Task description: Where the data below begins, start duplicating lines exactly, and finish with the line containing "middle mcp: (259, 213)"; add nothing else. Leave the pictures out.

Source information:
+++

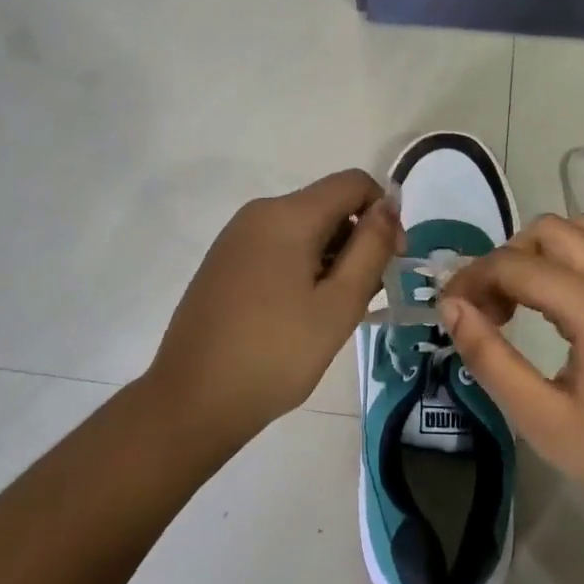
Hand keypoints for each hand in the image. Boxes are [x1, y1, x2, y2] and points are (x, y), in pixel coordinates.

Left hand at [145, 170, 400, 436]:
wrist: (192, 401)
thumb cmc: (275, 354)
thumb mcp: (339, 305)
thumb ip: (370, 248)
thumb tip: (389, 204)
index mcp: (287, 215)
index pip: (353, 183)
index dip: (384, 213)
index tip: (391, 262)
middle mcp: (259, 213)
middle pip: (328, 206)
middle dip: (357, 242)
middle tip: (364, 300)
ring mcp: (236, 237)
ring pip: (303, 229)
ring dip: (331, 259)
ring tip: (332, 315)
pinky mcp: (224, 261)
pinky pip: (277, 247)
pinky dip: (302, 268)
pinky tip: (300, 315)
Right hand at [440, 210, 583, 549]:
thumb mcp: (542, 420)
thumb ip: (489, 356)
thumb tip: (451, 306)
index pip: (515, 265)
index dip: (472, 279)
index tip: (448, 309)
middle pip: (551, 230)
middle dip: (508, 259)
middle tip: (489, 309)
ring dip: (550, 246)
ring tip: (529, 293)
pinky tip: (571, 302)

+++

Result of the task:
Hand keypoints for each hand in the image. Boxes are [x1, y1, x2, y2] and points are (x, y), in pixel coordinates.

Left hand at [145, 170, 400, 436]:
wrist: (192, 401)
thumb cmc: (275, 354)
thumb mcp: (339, 305)
thumb ip: (370, 248)
thumb tip: (389, 204)
index mcp: (287, 215)
index pip: (353, 183)
index dip: (384, 213)
index tip: (391, 262)
middle mcp: (259, 213)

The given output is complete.